Details: 7:30 p.m. Feb. 2; Hammer Theater Center, San Jose; $10-$35, $250 VIP tickets; newballet.com.

— Randy McMullen, Staff

New ‘House,’ same address

Henrik Ibsen shocked the theater world and infuriated audiences with his 1879 play “A Doll’s House,” which concludes – spoiler alert! – with a deeply unhappy and frustrated wife and mother walking out on her marriage. Matrimony and domesticity at the time were considered part of the basic life path for women and the idea that a wife could find these things unsatisfactory and abandon her husband and children went down about as easily as the notion of a portly, irritable reality TV show host running for president. But that’s all past us, isn’t it? Social gender norms and the institution of marriage have evolved into healthy bastions of society and everyone has moved on to more pressing problems, like why toilet paper and eggs are so expensive nowadays, right?

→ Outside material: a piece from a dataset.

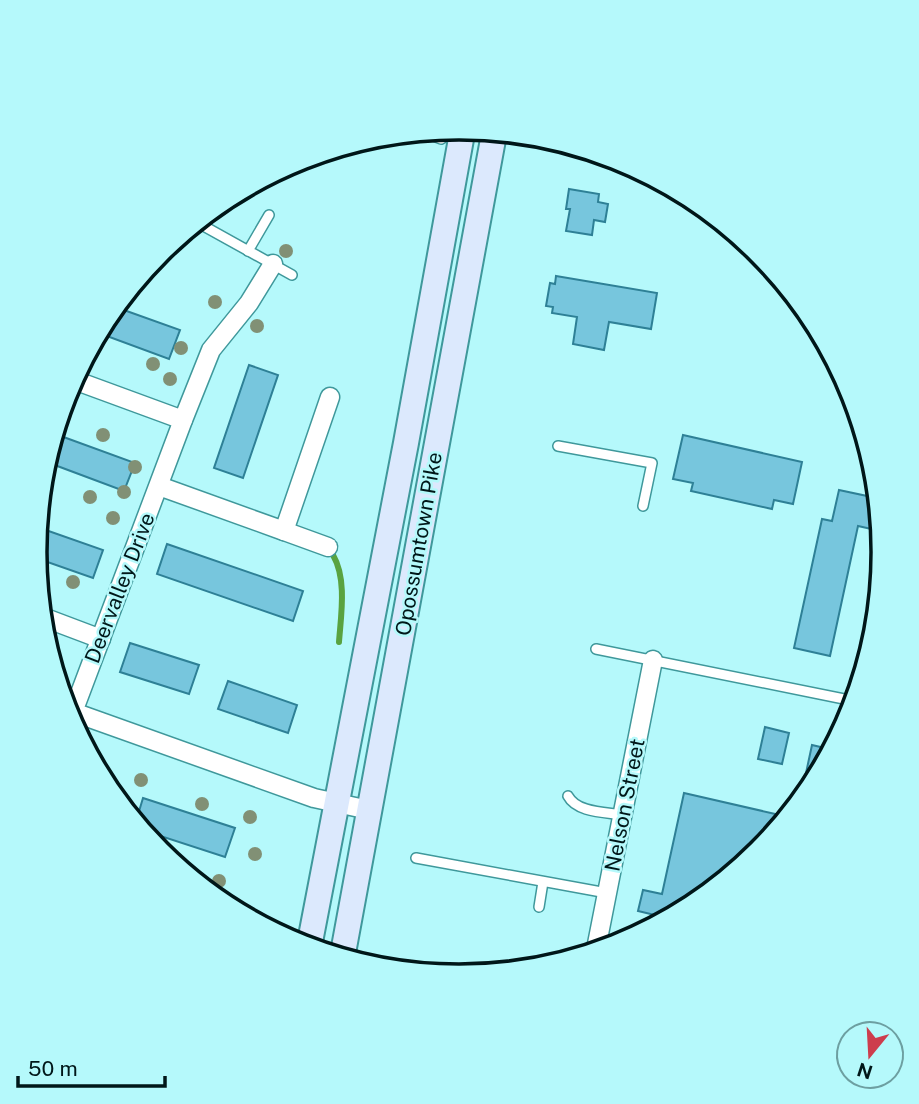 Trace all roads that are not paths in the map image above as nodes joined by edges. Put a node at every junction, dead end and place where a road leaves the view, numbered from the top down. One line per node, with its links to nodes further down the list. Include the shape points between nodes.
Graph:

British playwright Stef Smith poses that question (about marriage, not the price of eggs and toilet paper) in her 2019 update of the Ibsen classic, “Nora: A Doll’s House.” This version places Nora in three time frames – 1918, 1968 and 2018 – as she grapples with a dark secret that could wreck her seemingly flawless marriage. City Lights Theater Company is presenting the thought-provoking two-hour play through Feb. 18 at its theater, 529 S. Second St., San Jose.

Details: $28-67; cltc.org.

— Bay City News Foundation

Barron’s beautiful world

Kenny Barron has long been considered one of true legends of jazz, a pianist with stunning technical skills, and a voracious musical appetite that has led him to conquer countless jazz genres and settings. The NEA Jazz Master and 11-time Grammy nominee gained stardom in the early ‘60s with his work with Dizzy Gillespie and he has since worked with such luminaries as Freddie Hubbard, Yusef Lateef, Stan Getz, James Moody and Ron Carter. Now 80 years old, he remains at the top of his game as he settles in this week for a four-show run at the SFJAZZ Center, where he is a resident artistic director.

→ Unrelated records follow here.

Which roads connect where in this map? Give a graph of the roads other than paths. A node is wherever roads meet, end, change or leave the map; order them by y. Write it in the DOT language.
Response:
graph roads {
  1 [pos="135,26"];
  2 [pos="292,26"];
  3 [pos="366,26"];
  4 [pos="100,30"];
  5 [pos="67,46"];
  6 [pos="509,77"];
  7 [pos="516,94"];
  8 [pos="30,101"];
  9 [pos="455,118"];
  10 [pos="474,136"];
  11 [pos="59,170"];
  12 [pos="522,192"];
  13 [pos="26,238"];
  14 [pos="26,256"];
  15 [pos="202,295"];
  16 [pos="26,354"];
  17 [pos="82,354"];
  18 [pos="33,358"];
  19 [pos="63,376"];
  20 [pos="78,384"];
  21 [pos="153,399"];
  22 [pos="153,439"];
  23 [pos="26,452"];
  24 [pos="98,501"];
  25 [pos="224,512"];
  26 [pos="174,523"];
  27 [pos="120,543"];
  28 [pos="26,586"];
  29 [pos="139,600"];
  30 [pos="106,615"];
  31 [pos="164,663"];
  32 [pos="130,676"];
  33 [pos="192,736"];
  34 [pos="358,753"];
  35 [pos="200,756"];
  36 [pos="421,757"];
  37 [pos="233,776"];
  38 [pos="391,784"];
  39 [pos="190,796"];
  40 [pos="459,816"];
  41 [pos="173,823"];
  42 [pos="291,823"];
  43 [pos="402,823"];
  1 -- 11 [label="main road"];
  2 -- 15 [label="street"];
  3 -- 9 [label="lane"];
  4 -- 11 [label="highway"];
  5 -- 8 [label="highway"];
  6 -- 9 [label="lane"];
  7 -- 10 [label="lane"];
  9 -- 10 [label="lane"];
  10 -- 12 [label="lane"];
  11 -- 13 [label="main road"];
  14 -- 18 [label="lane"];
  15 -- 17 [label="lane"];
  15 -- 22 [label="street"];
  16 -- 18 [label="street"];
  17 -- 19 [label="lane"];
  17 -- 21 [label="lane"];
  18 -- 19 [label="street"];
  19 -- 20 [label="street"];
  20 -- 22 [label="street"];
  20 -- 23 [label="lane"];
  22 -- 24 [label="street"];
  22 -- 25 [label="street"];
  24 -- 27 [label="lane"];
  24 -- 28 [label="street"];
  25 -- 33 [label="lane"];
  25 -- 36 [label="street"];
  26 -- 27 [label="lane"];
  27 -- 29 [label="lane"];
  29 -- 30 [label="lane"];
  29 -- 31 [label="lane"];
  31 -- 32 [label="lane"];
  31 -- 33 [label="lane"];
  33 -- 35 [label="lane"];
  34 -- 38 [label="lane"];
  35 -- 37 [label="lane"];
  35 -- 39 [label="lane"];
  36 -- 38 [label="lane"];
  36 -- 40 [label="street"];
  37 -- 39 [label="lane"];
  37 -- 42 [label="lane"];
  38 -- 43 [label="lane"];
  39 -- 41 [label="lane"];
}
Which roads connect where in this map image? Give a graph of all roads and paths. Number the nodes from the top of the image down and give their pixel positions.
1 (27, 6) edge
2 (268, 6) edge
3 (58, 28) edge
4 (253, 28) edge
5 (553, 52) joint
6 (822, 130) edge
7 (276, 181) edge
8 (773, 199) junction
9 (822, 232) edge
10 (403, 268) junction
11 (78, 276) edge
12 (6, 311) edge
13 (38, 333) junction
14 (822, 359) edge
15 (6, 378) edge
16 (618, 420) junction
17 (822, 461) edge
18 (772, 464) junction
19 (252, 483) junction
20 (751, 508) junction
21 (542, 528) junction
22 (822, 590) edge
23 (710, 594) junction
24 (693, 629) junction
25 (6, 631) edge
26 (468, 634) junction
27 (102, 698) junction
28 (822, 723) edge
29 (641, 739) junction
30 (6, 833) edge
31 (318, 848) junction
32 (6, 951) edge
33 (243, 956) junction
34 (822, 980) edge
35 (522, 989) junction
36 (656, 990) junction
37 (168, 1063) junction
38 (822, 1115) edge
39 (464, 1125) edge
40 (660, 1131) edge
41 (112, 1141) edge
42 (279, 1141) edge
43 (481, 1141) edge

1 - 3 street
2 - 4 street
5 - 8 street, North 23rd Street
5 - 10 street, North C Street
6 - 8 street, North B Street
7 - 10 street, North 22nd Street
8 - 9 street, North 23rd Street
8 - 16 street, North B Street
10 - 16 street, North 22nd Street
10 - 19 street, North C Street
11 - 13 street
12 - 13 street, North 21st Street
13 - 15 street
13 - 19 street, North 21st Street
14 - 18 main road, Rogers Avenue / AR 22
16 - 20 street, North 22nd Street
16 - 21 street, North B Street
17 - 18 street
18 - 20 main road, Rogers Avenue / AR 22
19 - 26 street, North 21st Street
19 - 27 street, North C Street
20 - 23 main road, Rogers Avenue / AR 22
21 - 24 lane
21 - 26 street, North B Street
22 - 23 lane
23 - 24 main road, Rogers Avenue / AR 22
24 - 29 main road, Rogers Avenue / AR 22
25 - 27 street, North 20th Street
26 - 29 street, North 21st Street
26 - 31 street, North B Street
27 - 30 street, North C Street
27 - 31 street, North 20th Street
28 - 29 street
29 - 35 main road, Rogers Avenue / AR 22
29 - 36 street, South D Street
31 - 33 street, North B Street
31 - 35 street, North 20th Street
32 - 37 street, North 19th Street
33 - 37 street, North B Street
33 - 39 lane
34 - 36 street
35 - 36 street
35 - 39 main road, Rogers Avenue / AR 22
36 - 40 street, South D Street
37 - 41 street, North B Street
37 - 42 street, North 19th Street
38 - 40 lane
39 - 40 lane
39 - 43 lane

True to his legendary versatility, Barron is performing four completely different concerts during his run. At 7:30 p.m. Feb. 1, he plays with his renowned trio, including bassist Kiyoshi Kitagawa (with whom he has worked for 27 years) and drummer Johnathan Blake. At 7:30 p.m. Feb. 2 he performs with the Kenny Barron Quintet (which includes his trip plus SFJAZZ Collective trumpeter Mike Rodriguez and Bay Area-raised saxophone great Dayna Stephens) in a concert that will spotlight his 2018 album “Concentric Circles.” At 7:30 p.m. Feb. 3, Barron will delve into a night of Brazilian jazz with a new band that includes flutist Anne Drummond, percussionist Valtinho Anastacio, drummer Rafael Barata, vibraphonist Nikara Warren (who happens to be his granddaughter) acclaimed bassist John Patitucci. And at 2 p.m. Feb. 4, he’ll head a show of wild improvisational jazz with renowned multi-instrumentalist Jen Shyu, young hotshot trombonist Kalia Vandever, bassist John Patitucci, and rising-star drummer Lesley Mok.

Details: All shows in SFJAZZ’s Miner Auditorium; $25-$105; www.sfjazz.org.

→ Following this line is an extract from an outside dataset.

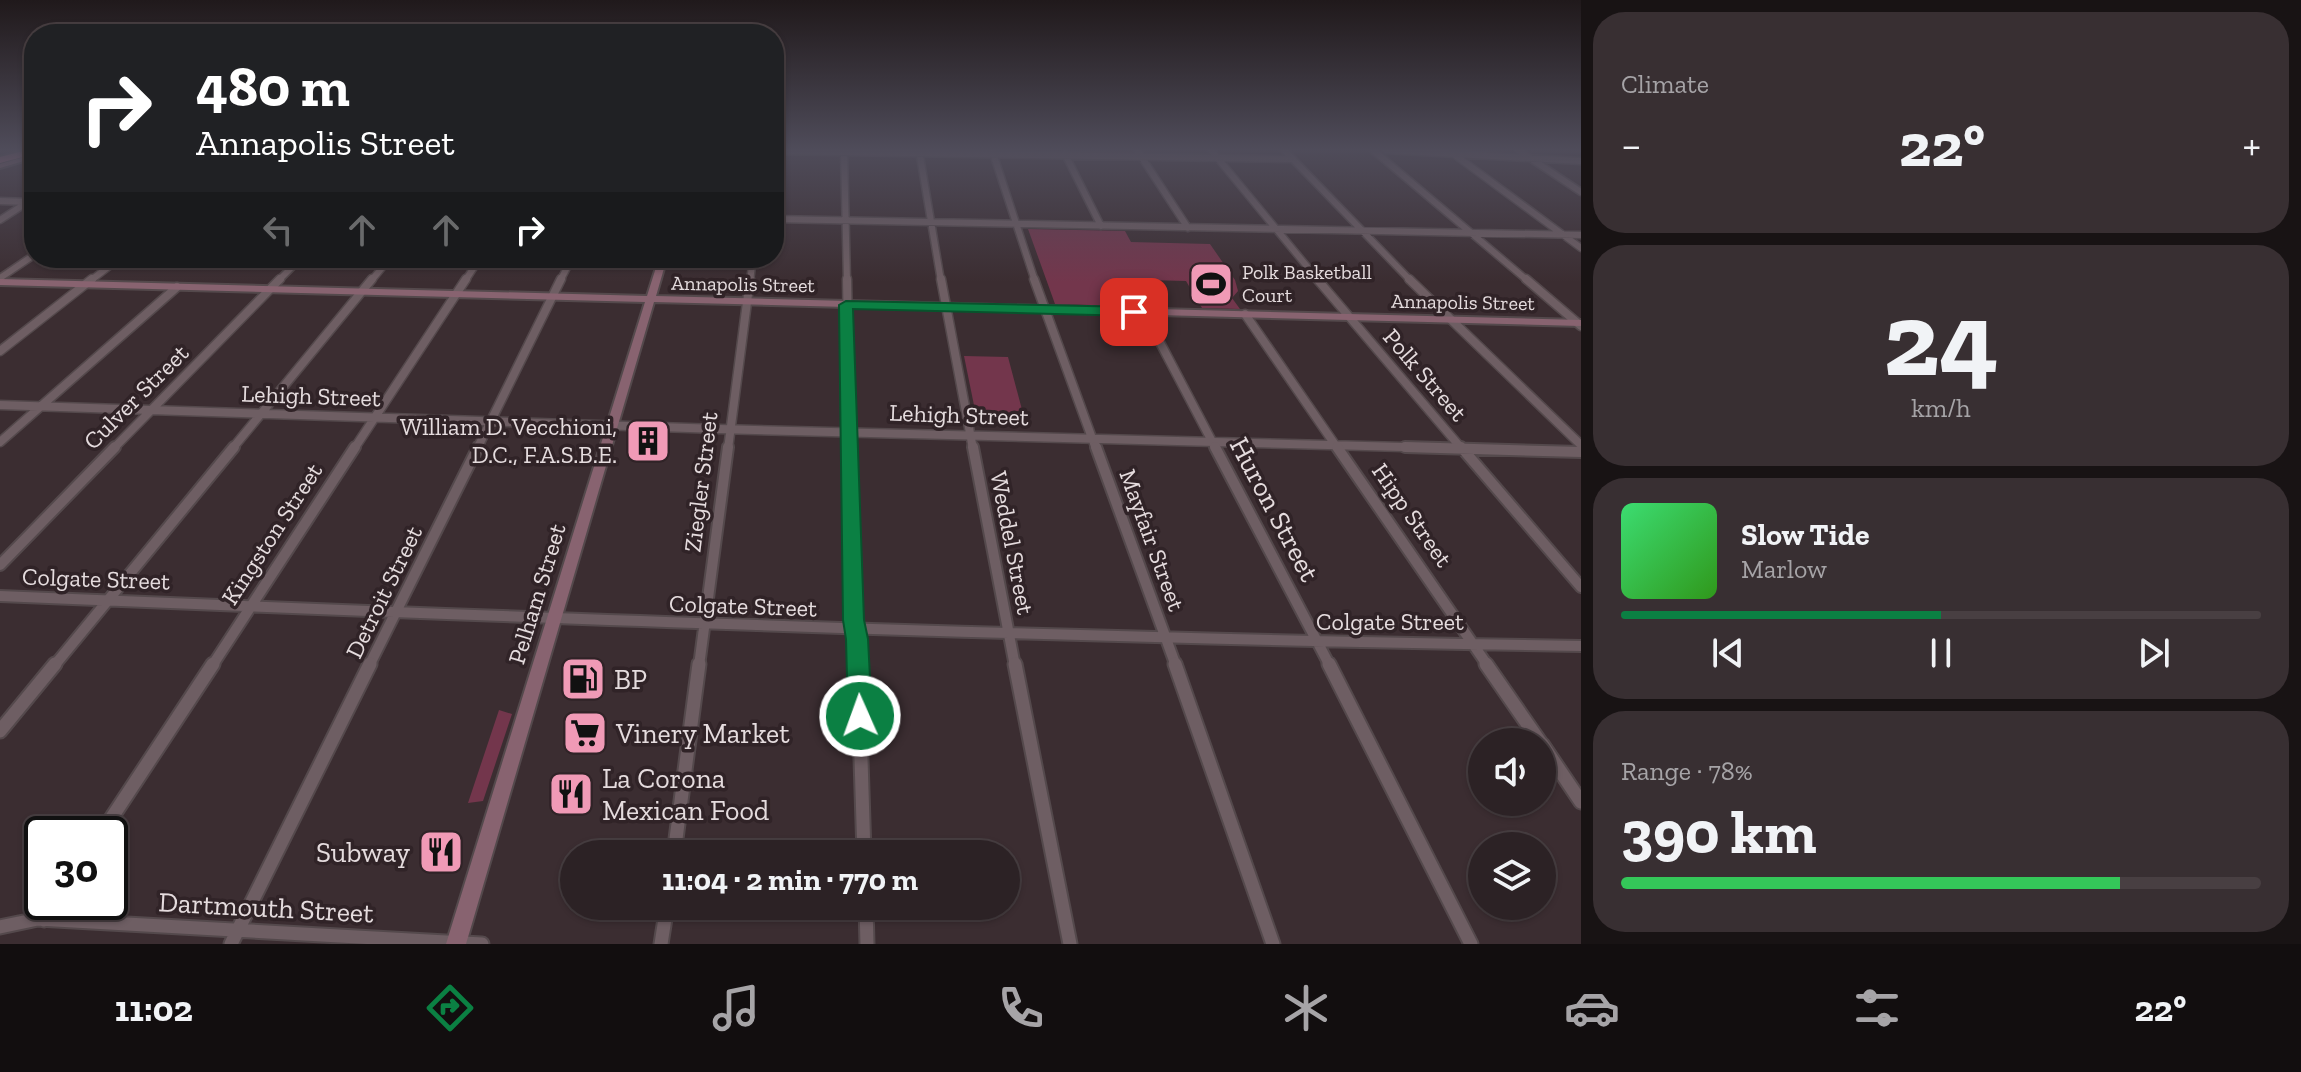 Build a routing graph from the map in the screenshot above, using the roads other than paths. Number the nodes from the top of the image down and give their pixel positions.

— Bay City News Foundation

Brewer’s got the blues

Bay Area guitarist Terrence Brewer has won wide acclaim as a first-rate guitarist comfortable in dealing in jazz, blues and other forms of American roots music. He’s also developed a reputation as a first-rate educator. On Feb. 4, he gets to do a little of both in one show. The musician, band leader and producer is coming to the Freight & Salvage in Berkeley to present a program titled “Delta Deep Dive,” an immersive look at the history of the Mississippi Delta Blues.

Part-concert, part-tutorial, the event will find Brewer discussing, with lots of musical accompaniment, the history of the blues and how the guitar became dominant in shaping the development of the music. The presentation will also feature audio and video clips and allow plenty of time for audience questions and answers. Along the way, Brewer, who has 11 albums to his credit, will touch on blues greats from B.B. King and Howlin’ Wolf to lesser-known (but no less important) early artists such as Charlie Patton, Eddie “Son” House, and David “Honey Boy” Edwards to contemporary standard bearers such as Keb’ Mo’ and Bonnie Raitt.